Chapter 2:

CHAPTER 2-- GROWING FRIENDSHIP

SILENT STRINGS


The campus was alive with its usual morning hum — chatter spilling from hallways, footsteps echoing across the stone courtyard, the smell of damp earth still lingering after last night’s rain. Aariz walked through it all quietly, head slightly lowered, notebook pressed against his side.

To him, college wasn’t about noise or crowds. It was routine. Classes, notes, the familiar rhythm of days strung together. He didn’t expect anything different — certainly not anyone different.

But life, without warning, has a way of folding familiar pages back into a story.

The classroom door opened mid-lecture. A hush fell, the professor pausing mid-sentence. Aariz’s eyes lifted almost absently — and then stopped.

She stepped in. The girl from the bus stop. Her hair a little tousled, her gaze steady yet cautious, as though walking into a place she didn’t quite belong to yet.

Professor: “Everyone, this is Ayla. She’ll be joining this class from today.”

For a second, Aariz wondered if he had imagined her entirely that day in the rain — a fleeting character in the background of his life. But here she was, as real as the chalk dust in the air.

She glanced across the room, searching for a place to sit. The only empty chair was beside him. With a polite smile, she walked over and sat down.

Ayla (leaning slightly, voice light and warm): “Well… we meet again. And without the rain this time.”

Aariz blinked, then allowed the faintest curve of a smile.
Aariz (quietly): “Looks like we do.”

She unpacked her notebook, the conversation slipping away as easily as it had begun. But for Aariz, the air felt different — as though some unseen thread had pulled her back into his orbit.

The next day, her chair was empty.

Aariz noticed, though he pretended not to. He sat through the lecture, restless in ways he didn’t understand, and afterward, instead of closing his book and leaving, he turned to a fresh page.

Line by line, he rewrote the lecture notes — neat, organized, the kind of handwriting that looked more careful than necessary. And in the margins, almost absentmindedly, he sketched little doodles: clouds, raindrops, an open book.

When Ayla returned the following morning, she sighed as she sat down.
Ayla (half-dramatic): “Miss one class, and I’m already lost. Just my luck.”

Before she could even open her notebook, Aariz slid a page toward her.

Aariz (casually, almost dismissive): “You missed some notes. I had them anyway.”

She unfolded it, her lips parting into a smile at the neat handwriting — and the doodles.

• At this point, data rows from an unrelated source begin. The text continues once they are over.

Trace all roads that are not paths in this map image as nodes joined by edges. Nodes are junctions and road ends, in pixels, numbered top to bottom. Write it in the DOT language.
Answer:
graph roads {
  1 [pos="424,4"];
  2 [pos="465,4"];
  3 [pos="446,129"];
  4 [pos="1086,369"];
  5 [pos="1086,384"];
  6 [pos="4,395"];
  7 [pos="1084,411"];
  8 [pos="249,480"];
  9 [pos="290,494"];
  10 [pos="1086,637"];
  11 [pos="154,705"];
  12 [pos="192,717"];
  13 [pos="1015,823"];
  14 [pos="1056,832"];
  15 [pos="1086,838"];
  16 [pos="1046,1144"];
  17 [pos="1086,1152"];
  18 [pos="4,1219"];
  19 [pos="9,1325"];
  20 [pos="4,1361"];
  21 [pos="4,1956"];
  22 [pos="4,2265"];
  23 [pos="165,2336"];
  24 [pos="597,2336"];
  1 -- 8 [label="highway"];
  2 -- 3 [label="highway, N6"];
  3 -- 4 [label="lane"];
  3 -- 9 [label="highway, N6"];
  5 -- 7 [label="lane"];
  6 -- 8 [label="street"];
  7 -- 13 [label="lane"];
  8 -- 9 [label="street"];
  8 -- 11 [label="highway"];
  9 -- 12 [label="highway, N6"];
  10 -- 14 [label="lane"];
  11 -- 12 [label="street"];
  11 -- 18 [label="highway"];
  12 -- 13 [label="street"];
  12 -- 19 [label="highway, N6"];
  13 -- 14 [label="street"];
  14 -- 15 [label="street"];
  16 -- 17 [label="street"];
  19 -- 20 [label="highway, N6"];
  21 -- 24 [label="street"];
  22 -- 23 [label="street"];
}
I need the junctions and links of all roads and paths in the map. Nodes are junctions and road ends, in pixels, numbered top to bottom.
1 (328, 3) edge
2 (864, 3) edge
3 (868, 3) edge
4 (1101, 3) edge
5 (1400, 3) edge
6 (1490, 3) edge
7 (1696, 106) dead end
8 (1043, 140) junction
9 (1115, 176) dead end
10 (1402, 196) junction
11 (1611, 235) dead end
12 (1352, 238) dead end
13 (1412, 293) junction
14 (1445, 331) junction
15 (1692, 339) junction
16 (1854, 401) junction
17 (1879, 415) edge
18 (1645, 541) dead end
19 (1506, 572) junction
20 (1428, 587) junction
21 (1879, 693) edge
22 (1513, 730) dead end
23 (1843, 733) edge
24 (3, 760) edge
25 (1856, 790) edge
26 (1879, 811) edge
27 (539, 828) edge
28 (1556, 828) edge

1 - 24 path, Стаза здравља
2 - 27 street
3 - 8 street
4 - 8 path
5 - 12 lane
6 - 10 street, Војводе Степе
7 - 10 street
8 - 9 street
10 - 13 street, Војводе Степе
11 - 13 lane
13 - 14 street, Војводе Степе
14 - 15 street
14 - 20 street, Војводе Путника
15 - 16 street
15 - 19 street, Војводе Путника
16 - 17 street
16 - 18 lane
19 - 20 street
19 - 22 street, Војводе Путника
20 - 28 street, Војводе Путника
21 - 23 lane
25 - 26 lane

Ayla (teasing): “So… you’re the kind who makes study notes look like art?”

Aariz (shrugging, eyes on his pen): “Helps me stay awake.”

Ayla (grinning): “Or maybe you’re secretly competing with the professor’s blackboard.”

This time, when their eyes met, neither of them looked away.

It wasn’t dramatic. No grand revelation. Just a small, unexplainable ease — like a sentence beginning to write itself without effort.

That night, Aariz closed his notebook after scribbling a single line at the corner of the page:
“Some coincidences don’t feel like accidents. They feel… like openings.”